Bussey received loan and charity requests from individuals as well. Lucy Knox, widow of General Henry Knox, lobbied Bussey to supply books and money for her son's medical education (December 26, 1813 and January 20, 1822). Edward Robbins also asked for financial assistance for his son who was just starting out in life. Bussey was requested to support the arts by an Italian musician from Naples named Norberto Hadrava, who asked for a $100 loan to support his musical endeavors, such as printing and performing his opera The Island of Capri (March 6, 1812). Bussey was a supporter of multiple societies including the Massachusetts Charitable Mechanic Association (1818), Prison Discipline Society (1830), the Society for Propagating the Gospel among the Indians, Massachusetts Charitable Meetings Association, and was the vice president of the Massachusetts Society for the Encouragement of American Manufacturing.
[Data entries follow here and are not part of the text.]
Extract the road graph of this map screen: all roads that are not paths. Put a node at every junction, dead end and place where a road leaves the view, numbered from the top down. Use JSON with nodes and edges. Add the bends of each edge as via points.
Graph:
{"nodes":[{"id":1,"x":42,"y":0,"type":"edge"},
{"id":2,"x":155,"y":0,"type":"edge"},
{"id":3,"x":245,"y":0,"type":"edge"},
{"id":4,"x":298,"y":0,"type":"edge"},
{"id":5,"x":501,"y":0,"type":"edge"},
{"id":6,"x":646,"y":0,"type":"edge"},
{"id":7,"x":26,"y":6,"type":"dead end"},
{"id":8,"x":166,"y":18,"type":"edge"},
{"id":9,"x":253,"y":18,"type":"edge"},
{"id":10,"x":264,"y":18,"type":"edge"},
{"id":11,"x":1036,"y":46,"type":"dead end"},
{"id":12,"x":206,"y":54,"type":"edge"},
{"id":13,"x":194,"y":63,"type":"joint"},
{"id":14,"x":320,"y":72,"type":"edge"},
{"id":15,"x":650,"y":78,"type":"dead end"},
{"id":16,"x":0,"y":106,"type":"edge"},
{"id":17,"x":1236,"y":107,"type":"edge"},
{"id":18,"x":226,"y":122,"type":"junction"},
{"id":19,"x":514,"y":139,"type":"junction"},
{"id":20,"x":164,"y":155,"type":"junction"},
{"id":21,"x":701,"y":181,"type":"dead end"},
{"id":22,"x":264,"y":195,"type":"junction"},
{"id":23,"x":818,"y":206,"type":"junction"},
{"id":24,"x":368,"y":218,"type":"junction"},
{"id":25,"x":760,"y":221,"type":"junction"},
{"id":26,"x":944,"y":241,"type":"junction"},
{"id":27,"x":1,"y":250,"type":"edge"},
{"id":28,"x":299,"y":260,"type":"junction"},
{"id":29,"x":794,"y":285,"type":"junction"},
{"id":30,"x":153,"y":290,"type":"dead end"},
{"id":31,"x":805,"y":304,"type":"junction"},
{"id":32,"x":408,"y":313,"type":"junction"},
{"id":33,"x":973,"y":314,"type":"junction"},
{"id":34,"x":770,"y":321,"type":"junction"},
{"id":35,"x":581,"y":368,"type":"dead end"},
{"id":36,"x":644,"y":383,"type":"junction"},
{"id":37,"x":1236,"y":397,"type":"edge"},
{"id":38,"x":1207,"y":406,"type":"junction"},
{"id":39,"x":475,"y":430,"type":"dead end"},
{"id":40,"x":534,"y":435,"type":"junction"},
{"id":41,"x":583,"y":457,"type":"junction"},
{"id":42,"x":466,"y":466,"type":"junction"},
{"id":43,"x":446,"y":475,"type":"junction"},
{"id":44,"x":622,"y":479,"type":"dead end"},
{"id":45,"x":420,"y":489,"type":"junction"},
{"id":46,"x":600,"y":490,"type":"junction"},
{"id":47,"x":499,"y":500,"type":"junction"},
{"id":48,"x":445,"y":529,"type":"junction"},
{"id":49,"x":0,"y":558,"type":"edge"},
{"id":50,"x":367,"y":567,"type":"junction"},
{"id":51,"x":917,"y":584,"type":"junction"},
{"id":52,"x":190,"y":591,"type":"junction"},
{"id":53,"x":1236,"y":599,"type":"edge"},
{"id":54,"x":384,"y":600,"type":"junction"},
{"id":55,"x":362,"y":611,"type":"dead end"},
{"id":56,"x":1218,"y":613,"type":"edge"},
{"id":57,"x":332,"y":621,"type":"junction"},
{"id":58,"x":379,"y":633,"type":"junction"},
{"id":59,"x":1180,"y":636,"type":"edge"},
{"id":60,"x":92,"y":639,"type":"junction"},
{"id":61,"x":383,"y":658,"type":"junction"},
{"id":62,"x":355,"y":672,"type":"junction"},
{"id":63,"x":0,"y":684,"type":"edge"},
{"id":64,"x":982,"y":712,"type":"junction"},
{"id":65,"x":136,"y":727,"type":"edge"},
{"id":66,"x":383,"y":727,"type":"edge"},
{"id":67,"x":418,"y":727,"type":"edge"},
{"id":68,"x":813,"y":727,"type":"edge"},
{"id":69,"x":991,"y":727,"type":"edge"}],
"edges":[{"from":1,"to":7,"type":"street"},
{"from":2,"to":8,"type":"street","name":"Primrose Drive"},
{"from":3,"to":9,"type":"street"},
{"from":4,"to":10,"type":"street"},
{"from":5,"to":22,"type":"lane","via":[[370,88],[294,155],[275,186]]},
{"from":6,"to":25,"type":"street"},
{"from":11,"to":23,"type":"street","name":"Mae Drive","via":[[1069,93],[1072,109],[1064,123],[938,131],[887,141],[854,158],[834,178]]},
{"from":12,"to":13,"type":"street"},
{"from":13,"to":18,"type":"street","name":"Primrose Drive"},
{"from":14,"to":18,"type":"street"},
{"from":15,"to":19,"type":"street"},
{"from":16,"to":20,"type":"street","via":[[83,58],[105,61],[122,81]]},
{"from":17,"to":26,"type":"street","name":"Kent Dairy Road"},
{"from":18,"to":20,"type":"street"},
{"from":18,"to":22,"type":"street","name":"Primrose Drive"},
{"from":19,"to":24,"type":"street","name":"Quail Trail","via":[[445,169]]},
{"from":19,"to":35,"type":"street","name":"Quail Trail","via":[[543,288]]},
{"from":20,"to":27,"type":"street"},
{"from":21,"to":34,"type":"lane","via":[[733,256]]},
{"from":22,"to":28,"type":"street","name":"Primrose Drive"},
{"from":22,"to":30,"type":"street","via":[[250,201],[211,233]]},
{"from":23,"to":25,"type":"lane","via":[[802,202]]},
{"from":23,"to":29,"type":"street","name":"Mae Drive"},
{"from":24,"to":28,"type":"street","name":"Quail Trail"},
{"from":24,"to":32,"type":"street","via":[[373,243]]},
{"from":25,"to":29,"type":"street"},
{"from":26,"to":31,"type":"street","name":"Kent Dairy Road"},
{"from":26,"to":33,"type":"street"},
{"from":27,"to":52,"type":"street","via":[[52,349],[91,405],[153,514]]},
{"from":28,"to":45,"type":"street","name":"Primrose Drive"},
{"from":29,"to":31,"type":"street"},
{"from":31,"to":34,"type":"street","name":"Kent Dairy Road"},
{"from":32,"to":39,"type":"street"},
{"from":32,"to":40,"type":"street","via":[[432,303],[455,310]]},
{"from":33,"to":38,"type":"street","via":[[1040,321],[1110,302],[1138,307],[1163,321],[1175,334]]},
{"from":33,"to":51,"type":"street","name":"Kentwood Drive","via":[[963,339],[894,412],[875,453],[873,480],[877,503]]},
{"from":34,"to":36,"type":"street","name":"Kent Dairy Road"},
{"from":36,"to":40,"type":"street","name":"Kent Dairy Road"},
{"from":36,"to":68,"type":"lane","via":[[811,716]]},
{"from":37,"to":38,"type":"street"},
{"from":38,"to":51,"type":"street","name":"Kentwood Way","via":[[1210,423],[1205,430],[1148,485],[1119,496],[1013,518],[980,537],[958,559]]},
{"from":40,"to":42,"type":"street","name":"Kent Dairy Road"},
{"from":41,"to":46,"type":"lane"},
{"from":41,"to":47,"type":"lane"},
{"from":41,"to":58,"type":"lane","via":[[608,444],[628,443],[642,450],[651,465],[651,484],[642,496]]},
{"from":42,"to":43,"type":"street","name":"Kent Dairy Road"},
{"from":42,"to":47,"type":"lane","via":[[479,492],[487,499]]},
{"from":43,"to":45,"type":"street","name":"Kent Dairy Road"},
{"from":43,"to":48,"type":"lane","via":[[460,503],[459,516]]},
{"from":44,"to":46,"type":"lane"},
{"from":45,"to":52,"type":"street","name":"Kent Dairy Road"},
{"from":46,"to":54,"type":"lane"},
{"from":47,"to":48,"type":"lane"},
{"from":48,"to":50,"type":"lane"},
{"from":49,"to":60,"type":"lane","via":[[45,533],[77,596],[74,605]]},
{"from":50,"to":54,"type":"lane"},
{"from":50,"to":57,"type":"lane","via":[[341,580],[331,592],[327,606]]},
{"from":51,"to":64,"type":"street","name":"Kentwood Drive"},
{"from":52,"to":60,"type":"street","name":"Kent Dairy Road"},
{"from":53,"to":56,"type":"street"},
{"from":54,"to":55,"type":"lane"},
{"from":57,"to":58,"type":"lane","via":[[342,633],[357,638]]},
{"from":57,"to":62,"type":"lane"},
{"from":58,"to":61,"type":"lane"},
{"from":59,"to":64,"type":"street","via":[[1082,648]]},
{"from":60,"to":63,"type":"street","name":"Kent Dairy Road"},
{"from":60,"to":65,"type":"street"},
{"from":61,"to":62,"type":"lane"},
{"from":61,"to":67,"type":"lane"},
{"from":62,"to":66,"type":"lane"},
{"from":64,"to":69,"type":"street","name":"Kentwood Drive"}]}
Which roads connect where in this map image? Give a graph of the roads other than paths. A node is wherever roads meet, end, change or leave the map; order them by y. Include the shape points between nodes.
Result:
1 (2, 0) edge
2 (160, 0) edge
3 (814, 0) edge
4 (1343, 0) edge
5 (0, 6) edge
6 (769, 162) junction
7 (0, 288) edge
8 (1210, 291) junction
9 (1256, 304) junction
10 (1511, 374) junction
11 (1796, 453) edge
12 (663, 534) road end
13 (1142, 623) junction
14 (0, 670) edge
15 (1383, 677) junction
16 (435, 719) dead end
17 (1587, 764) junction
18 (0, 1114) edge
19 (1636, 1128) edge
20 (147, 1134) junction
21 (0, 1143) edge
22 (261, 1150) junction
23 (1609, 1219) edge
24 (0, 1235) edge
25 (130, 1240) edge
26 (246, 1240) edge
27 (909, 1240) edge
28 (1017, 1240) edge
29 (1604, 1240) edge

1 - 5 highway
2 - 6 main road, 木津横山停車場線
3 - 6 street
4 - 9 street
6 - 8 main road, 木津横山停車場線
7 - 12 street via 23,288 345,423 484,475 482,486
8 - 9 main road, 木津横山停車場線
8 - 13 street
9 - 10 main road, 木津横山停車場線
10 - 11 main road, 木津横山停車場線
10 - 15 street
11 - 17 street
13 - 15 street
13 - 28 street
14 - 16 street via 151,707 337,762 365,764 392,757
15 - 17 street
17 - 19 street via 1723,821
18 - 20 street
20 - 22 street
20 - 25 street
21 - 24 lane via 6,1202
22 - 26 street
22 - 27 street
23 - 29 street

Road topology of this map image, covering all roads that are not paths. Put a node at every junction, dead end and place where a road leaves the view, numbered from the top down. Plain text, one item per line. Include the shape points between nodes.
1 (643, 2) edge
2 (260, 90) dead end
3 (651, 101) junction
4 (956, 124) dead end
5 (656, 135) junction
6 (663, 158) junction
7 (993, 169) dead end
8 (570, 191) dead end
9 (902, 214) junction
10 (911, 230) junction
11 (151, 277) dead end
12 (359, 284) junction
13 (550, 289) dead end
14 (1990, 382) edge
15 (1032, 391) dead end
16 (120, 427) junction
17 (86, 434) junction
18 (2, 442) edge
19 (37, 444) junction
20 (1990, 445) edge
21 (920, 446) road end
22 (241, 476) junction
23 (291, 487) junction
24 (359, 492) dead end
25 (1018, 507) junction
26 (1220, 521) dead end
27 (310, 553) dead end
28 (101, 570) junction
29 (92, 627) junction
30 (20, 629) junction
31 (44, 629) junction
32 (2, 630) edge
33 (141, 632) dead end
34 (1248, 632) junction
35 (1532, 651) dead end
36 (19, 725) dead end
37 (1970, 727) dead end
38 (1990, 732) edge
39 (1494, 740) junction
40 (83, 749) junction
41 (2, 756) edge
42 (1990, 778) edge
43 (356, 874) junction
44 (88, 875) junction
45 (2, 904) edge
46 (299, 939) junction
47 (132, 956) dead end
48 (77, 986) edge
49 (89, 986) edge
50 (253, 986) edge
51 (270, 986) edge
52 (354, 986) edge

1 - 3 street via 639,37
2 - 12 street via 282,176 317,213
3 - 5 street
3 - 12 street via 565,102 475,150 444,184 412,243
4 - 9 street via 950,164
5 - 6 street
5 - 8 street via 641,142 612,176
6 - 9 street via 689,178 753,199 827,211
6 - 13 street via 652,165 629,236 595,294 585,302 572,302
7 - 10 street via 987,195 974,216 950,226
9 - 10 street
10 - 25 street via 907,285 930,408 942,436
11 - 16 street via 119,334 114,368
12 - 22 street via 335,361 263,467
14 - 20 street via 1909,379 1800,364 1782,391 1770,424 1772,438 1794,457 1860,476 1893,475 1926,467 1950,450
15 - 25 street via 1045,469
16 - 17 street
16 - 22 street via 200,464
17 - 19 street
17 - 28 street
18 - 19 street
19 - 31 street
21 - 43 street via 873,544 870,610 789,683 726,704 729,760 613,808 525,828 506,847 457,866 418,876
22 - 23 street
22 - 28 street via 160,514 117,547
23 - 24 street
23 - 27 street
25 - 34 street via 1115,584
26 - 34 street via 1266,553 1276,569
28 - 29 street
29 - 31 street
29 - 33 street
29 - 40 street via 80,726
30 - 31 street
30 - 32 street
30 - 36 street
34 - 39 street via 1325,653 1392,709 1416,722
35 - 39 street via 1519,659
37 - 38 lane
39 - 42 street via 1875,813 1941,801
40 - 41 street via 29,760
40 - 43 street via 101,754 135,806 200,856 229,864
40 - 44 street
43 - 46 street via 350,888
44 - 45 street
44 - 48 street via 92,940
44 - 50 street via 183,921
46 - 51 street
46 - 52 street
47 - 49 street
The collection contains only a few personal letters to Bussey and his family. Five are from Bussey's son-in-law Charles Davis, husband of Bussey's daughter, Eliza. In letters from August 2 and 13, 1816, for example, he gives Bussey an update on the construction progress of his Roxbury estate. The collection contains one lengthy letter from Eliza (married to Enos Stewart), dated September 27, 1837, in which she described her time in Florence, Italy, and mentioned current events in Europe. An letter from September 15, 1823, contains a report from Catherine Putnam about the health of Bussey's sick wife, and after Bussey's death, Josiah Quincy, president of Harvard, wrote a letter to Judith inquiring about the Gilbert Stuart portraits owned by the Bussey family. The collection also holds a few letters from Bussey's friends and acquaintances, including letters of introductions and a letter from Commodore William Bainbridge accepting an invitation for a social call to Bussey's estate (November 1819).
The collection contains many letters concerning prominent Boston citizens: many of Bussey's Roxbury neighbors such as General William Sumner (1780-1861), son of the prominent Roxbury merchant Increase Sumner and grandson of William Hyslop, a prosperous Boston merchant; lawyer philanthropist John Lowell; businessman Ebenezer Thatcher and his brother Samuel Thatcher, congressman from Massachusetts; secretary of war and Massachusetts congressman Henry A. S. Dearborn; and Harvard President Josiah Quincy. Other prominent people represented in the collection include Philadelphia lawyer and author William Rawle (November 5, 1831) and Joshua Bates, President of Middlebury College. While some letters from these men directly concern Bussey, many are only tangentially related in discussions regarding topics such as Boston shipping matters or Roxbury events and development. One notable item is from John Brooks, Governor of Massachusetts, to William Sumner about establishing military defenses stationed on Noddle's Island, Massachusetts (April 17, 1813).
The Benjamin Bussey papers contain a few miscellaneous items including notes for a biography or obituary for Roxbury lawyer, John Lowell, and an invitation to an annual visit for donors to "the African School."